Drodzy forumowicze,ja pamietam jak ruskie wojsko w maju 1945 .r. przyjechało do wsi. Myli sie woda ze studni. Chleb ze śmietaną i cukrem był luksusem. Cukierka dzieci wtedy nie znały.Pierwsze cukierki dostałem w szkole na 1 maja jako prezent od dziadka Stalina,za które matka potem musiała zaplacic.Były to cukierki mleczne których smak sie do dzis pamięta. Był chyba marzec kiedy w szkole Pani poweidziała,że zmarł dziadek Stalin,a myśmy płakali co to będzie.Podstawówka w prywatnym domu dwie klasy łączone,Wróciłem do domu z placzem,że kolega uderzył mnie kaminiem.Ojciec pas do ręki i mi poprawił,ze po co dałem sie pobić.Po miesiącu rozrabialiśmy w klasie,jak nauczycielka wpadła z laska góralską ,dawała po grzbiecie,że aż laska sie połamała. Ojciec sie nie dowiedzial co było,bo by jeszcze poprawił. Chleb ze słoniną nie był dostpny w każdym domu.Ojciec był zaradny,było co jeść,a cukier kupował w worku po 50 kg. Pierwszego pomarańcza spróbowałem w 1956 . jak kończyłem podstawówkę.Dzieci na wsi jabłka ,cukierki jadły z choinki w święta a masło było robione w butelce,Wanny we wsi nikt po wojnie nie widział,były z deseczek drewniane balie.Lata 50-te było biednie,ale wesolo a porachunki sasiedzkie jak Kargul z Pawlakiem.Ludzie sobie pomagali,nie było Prawicy,lewicy,a księdza się w rękę całowało.W Zambrowie byl jeden kościól,,jeden ksiądz i jeden samochód i kilka motocykli SHL Podstawowe jedzenie,kapusta,buraki,kartofle,mleko i raz do roku,potem dwa razy było świnobicie.. Mydlo było szare swojej roboty,pradu nie było tylko lampy naftowe Pierwsze toczki i swiatło dotarły na wieś w 1957r. po jednej żarówce i gniazdku na dom. ciąg dalszy nastapi , bo tow xyz Scupan wtedy przeskakiwał z jednego jaja na drugie
Panie Gieniu buraki szczepany i waldzamy nigdy nie zrozumieją, że komuna w pierwszej 3latce i 5latce zrobiła dla ludzi więcej niż Kaczor obecnie.
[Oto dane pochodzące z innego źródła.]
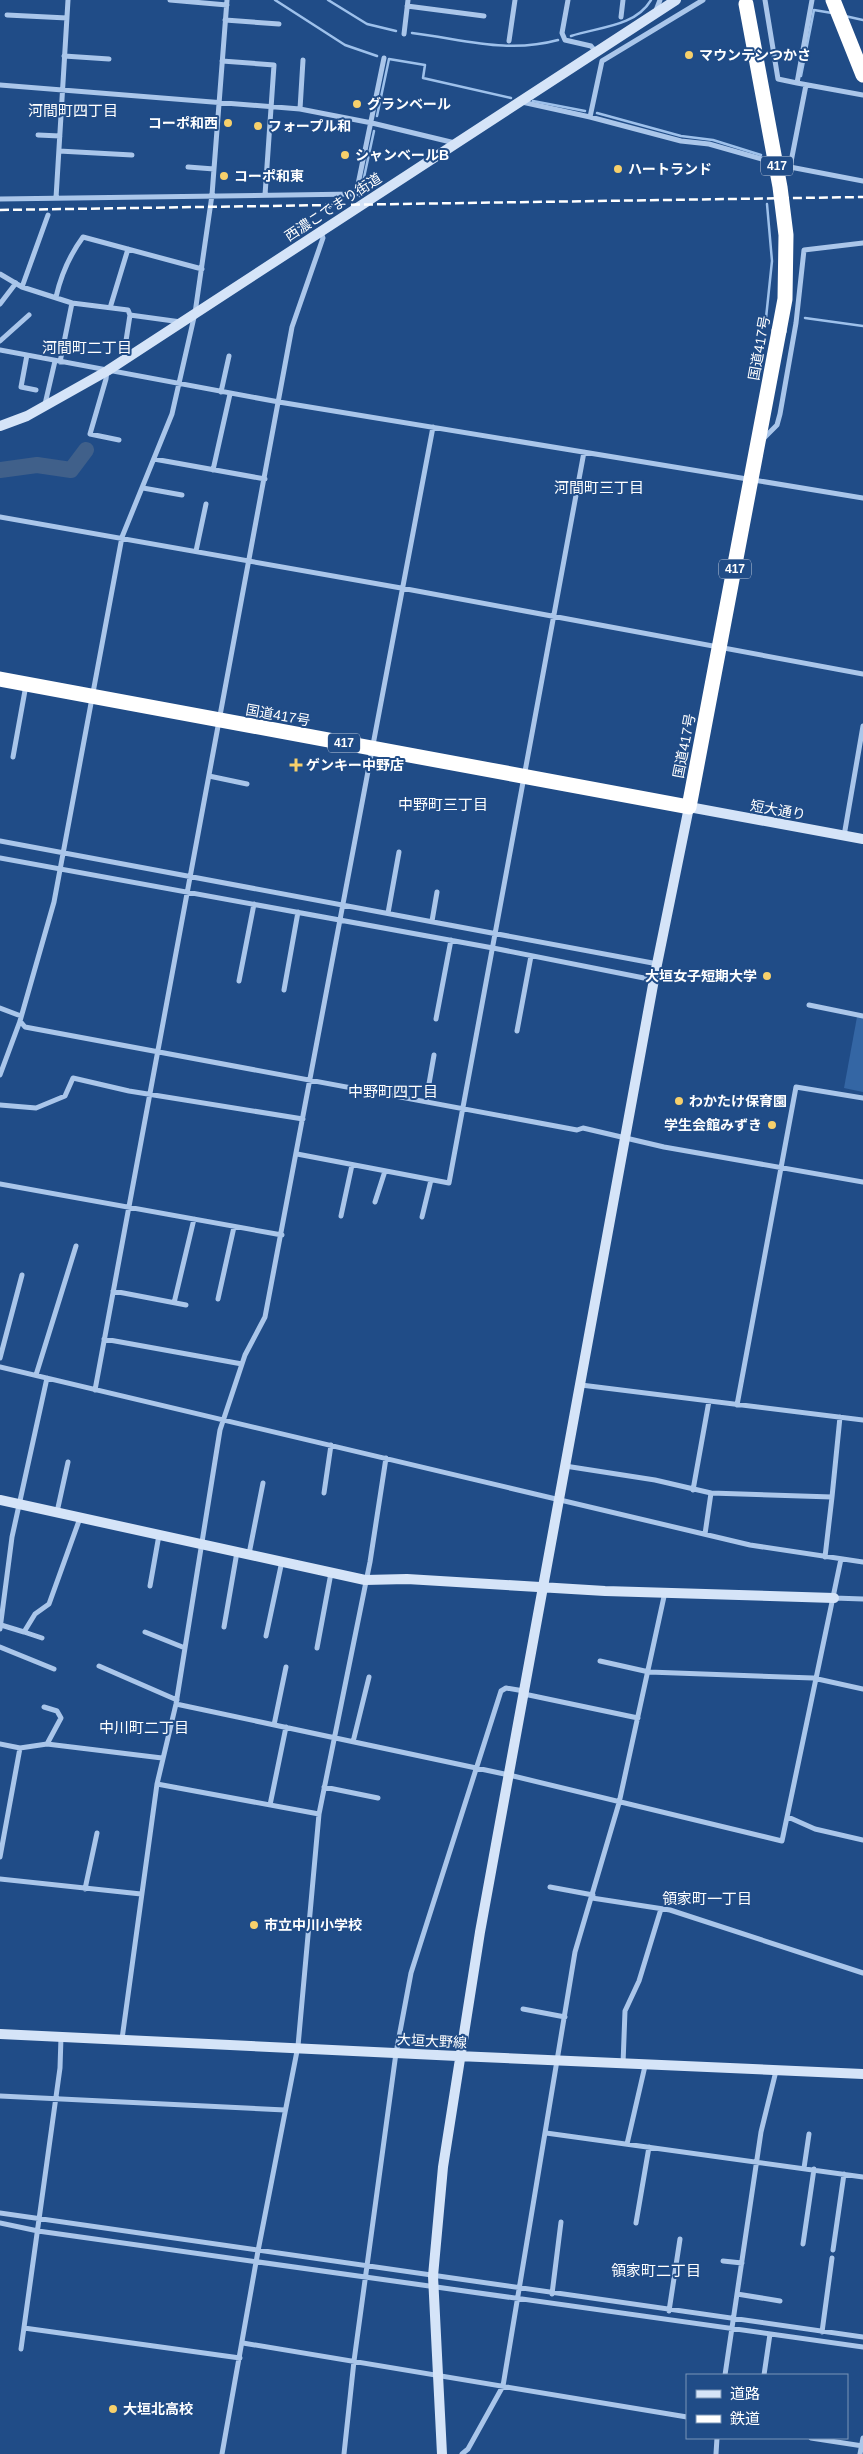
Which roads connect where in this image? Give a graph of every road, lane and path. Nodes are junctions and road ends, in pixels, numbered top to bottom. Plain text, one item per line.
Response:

Dwa lata Pan miał w 45 i Pan pamięta? Coś mi sie nie chce wierzyć... może raczej rodzice Panu, co?
A tak w ogóle to uważam, że powinien Pan reaktywować projekt "szkoły uczciwości" i pozamykać swoich kolegów z miasta w klatce za te machloje hehe
Fiko pokuś się na rozmowę z geniem kiedyś a teraz,to chodzaca historia z lat powojennych w 1945 r. Genio miał 3 lata i może pamiętać bo nie miał ani telefonu ani mtelewizora. Póki żyje,to dużo może o latach powojennych powiedzieć.Dawaj Pan ie geniu więcej o Zambrowie,o białym.
Chętnie poczytamy panie Gieniu, zwałaszcza że pamięc znakomita i historia pokrywa się z moimi obserwacjami i doświadczeniami.
ciekawe czy opisze co czy na czym przeklejał
poproś grzecznie, to na pewno zaspokoi ciekawość czopka, może sie czegoś nauczy.